Top of Data records
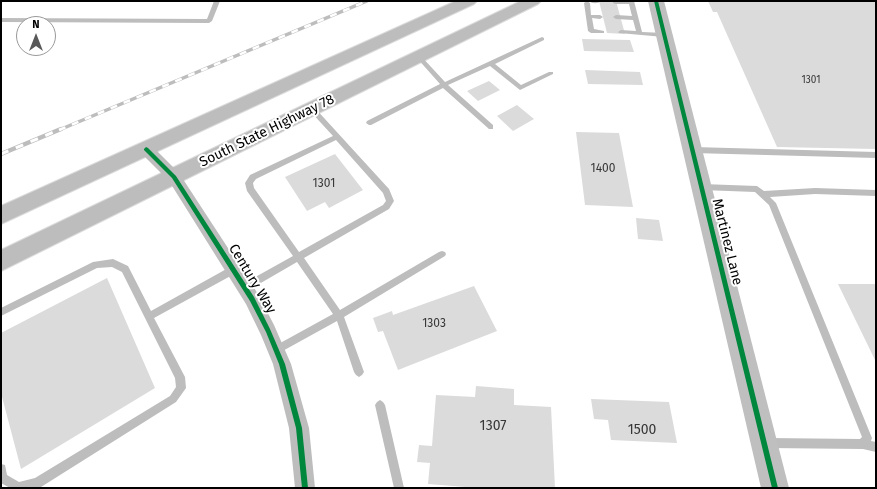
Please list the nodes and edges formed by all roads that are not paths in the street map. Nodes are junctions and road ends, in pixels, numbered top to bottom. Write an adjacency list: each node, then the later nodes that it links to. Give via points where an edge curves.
1 (217, 1): 13 (lane, via 209,21)
2 (469, 1): 27 (main road)
3 (533, 1): 19 (main road, South State Highway 78)
4 (598, 1): 6 (lane)
5 (656, 1): 17 (street, Martinez Lane)
6 (588, 2): 9 (lane)
7 (615, 2): 8 (lane)
8 (631, 2): 12 (lane)
9 (589, 16): 10 (lane); 14 (lane, via 592,31)
10 (600, 17)
11 (616, 17): 12 (lane)
12 (635, 18): 16 (lane)
13 (1, 20)
14 (602, 32)
15 (621, 32): 16 (lane)
16 (638, 33): 17 (lane)
17 (664, 35): 28 (street, Martinez Lane)
18 (542, 39): 20 (lane)
19 (418, 56): 22 (lane); 23 (main road, South State Highway 78)
20 (490, 63): 21 (lane, via 520,88); 22 (lane)
21 (551, 73)
22 (444, 84): 24 (lane); 25 (lane)
23 (312, 109): 26 (lane); 30 (main road, South State Highway 78)
24 (368, 123)
25 (490, 127)
26 (337, 137): 36 (lane, via 253,177 249,183 250,189); 36 (lane, via 386,191 390,201 386,207)
27 (146, 149): 30 (street, Century Way); 34 (main road)
28 (692, 150): 29 (lane); 31 (street, Martinez Lane)
29 (876, 155)
30 (174, 177): 37 (main road, South State Highway 78); 38 (street, Century Way)
31 (701, 187): 33 (lane, via 757,189); 46 (street, Martinez Lane)
32 (876, 193): 33 (lane, via 815,191)
33 (764, 194): 47 (lane, via 772,203 867,438)
34 (1, 215)
35 (442, 254): 41 (lane)
36 (298, 258): 39 (lane); 41 (lane)
37 (1, 261)
38 (233, 270): 39 (street, Century Way); 42 (lane)
39 (244, 288): 43 (street, Century Way)
40 (1, 310): 42 (lane, via 96,265 113,263 125,269)
41 (339, 315): 43 (lane); 44 (lane)
42 (149, 316): 49 (lane, via 180,377 181,388 173,399 38,483 18,487 3,478)
43 (276, 350): 50 (street, Century Way, via 299,428)
44 (359, 372)
45 (380, 405): 51 (lane)
46 (764, 443): 47 (lane); 52 (street, Martinez Lane)
47 (863, 444): 48 (lane)
48 (876, 447)
49 (1, 469)
50 (305, 488)
51 (399, 488)
52 (775, 488)

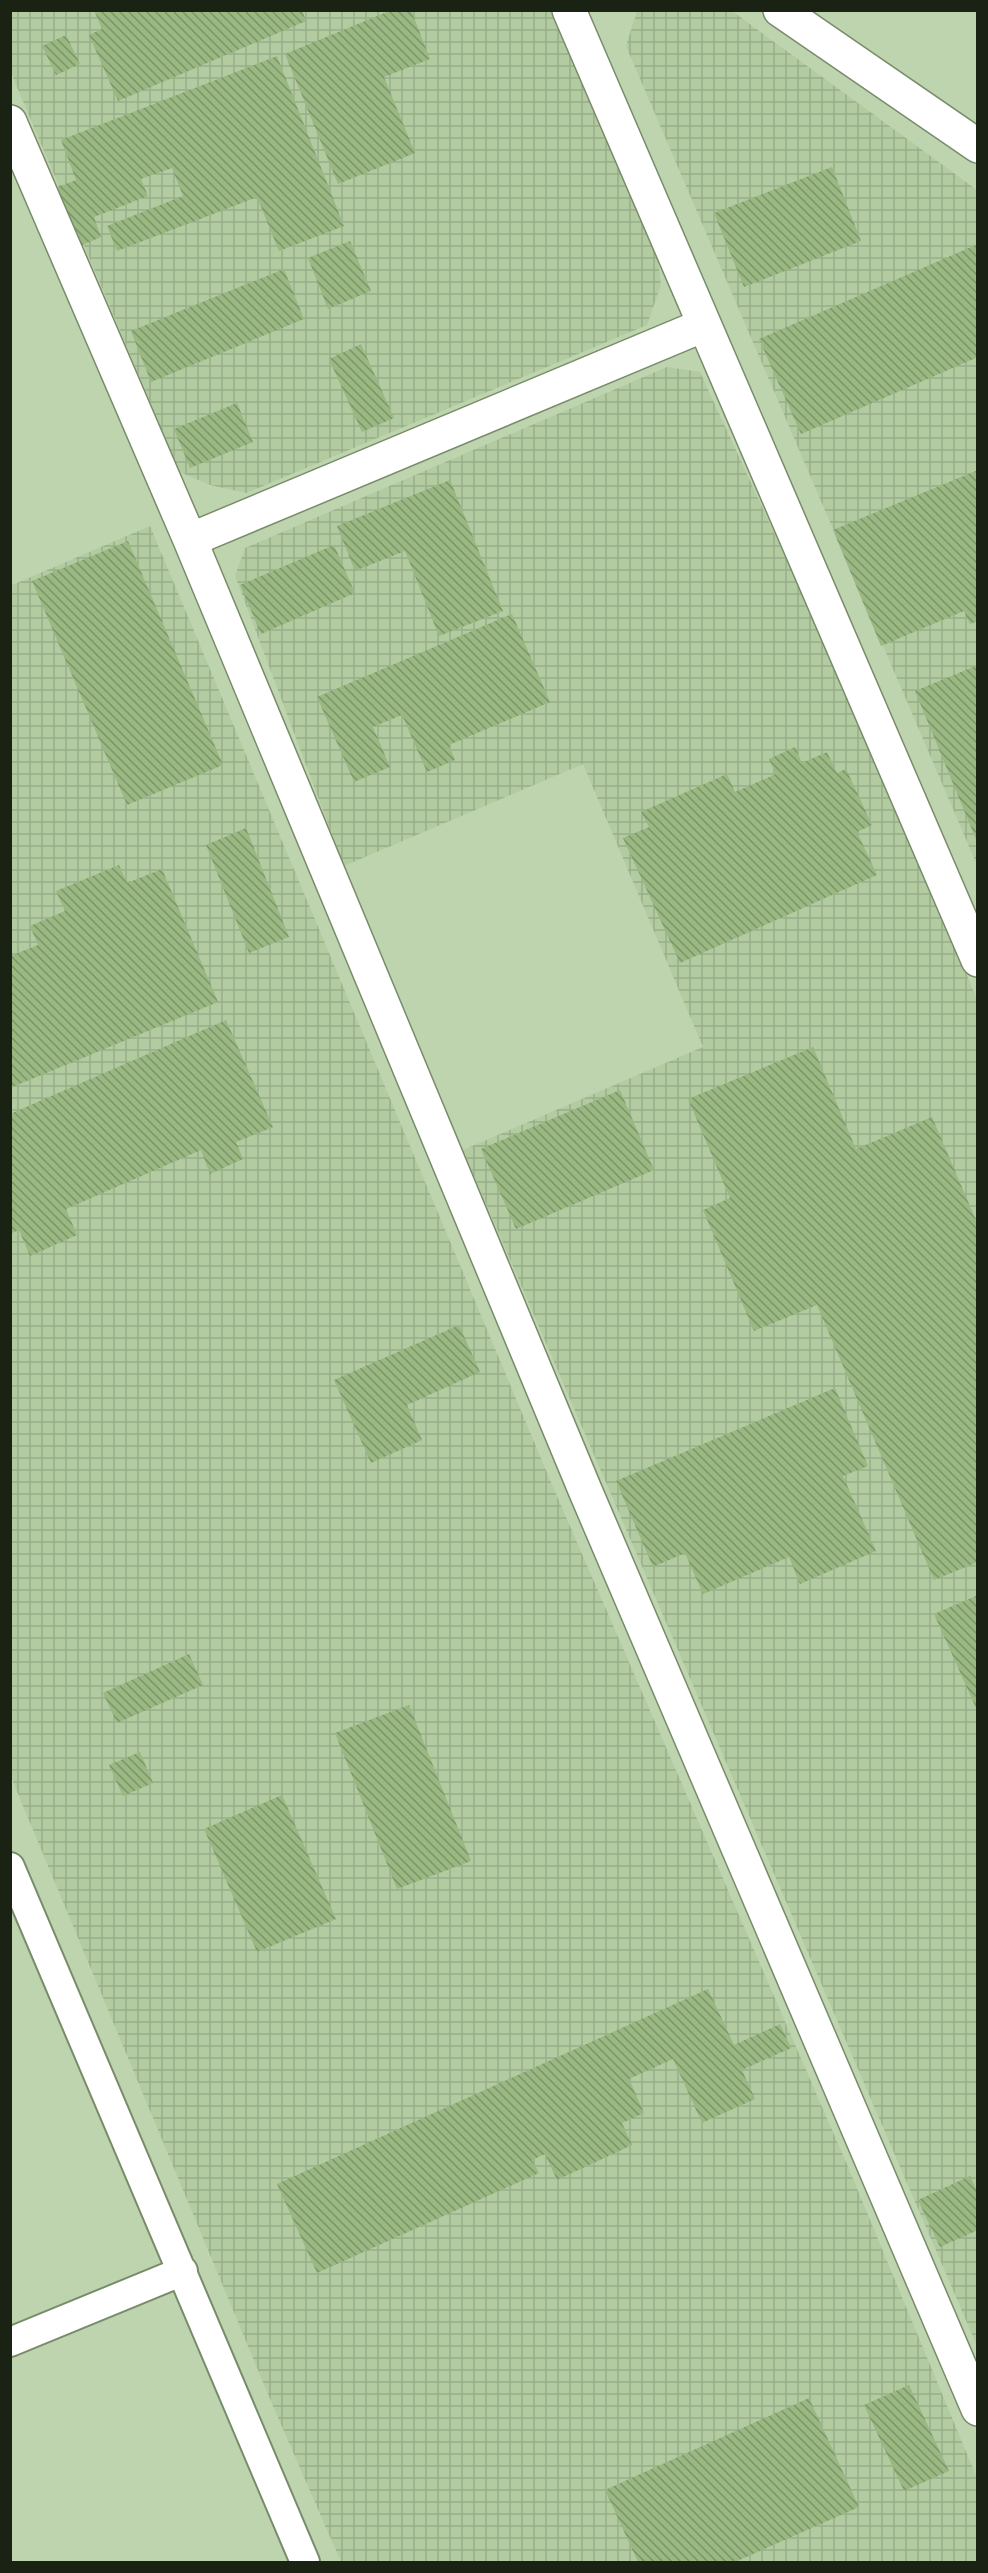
Bottom of Data records
* What the exercise asks *
A word-for-word copy of the entries above is needed, with every picture dropped.

* Answer to this exercise *
Please list the nodes and edges formed by all roads that are not paths in the street map. Nodes are junctions and road ends, in pixels, numbered top to bottom. Write an adjacency list: each node, then the later nodes that it links to. Give via points where an edge curves.
1 (217, 1): 13 (lane, via 209,21)
2 (469, 1): 27 (main road)
3 (533, 1): 19 (main road, South State Highway 78)
4 (598, 1): 6 (lane)
5 (656, 1): 17 (street, Martinez Lane)
6 (588, 2): 9 (lane)
7 (615, 2): 8 (lane)
8 (631, 2): 12 (lane)
9 (589, 16): 10 (lane); 14 (lane, via 592,31)
10 (600, 17)
11 (616, 17): 12 (lane)
12 (635, 18): 16 (lane)
13 (1, 20)
14 (602, 32)
15 (621, 32): 16 (lane)
16 (638, 33): 17 (lane)
17 (664, 35): 28 (street, Martinez Lane)
18 (542, 39): 20 (lane)
19 (418, 56): 22 (lane); 23 (main road, South State Highway 78)
20 (490, 63): 21 (lane, via 520,88); 22 (lane)
21 (551, 73)
22 (444, 84): 24 (lane); 25 (lane)
23 (312, 109): 26 (lane); 30 (main road, South State Highway 78)
24 (368, 123)
25 (490, 127)
26 (337, 137): 36 (lane, via 253,177 249,183 250,189); 36 (lane, via 386,191 390,201 386,207)
27 (146, 149): 30 (street, Century Way); 34 (main road)
28 (692, 150): 29 (lane); 31 (street, Martinez Lane)
29 (876, 155)
30 (174, 177): 37 (main road, South State Highway 78); 38 (street, Century Way)
31 (701, 187): 33 (lane, via 757,189); 46 (street, Martinez Lane)
32 (876, 193): 33 (lane, via 815,191)
33 (764, 194): 47 (lane, via 772,203 867,438)
34 (1, 215)
35 (442, 254): 41 (lane)
36 (298, 258): 39 (lane); 41 (lane)
37 (1, 261)
38 (233, 270): 39 (street, Century Way); 42 (lane)
39 (244, 288): 43 (street, Century Way)
40 (1, 310): 42 (lane, via 96,265 113,263 125,269)
41 (339, 315): 43 (lane); 44 (lane)
42 (149, 316): 49 (lane, via 180,377 181,388 173,399 38,483 18,487 3,478)
43 (276, 350): 50 (street, Century Way, via 299,428)
44 (359, 372)
45 (380, 405): 51 (lane)
46 (764, 443): 47 (lane); 52 (street, Martinez Lane)
47 (863, 444): 48 (lane)
48 (876, 447)
49 (1, 469)
50 (305, 488)
51 (399, 488)
52 (775, 488)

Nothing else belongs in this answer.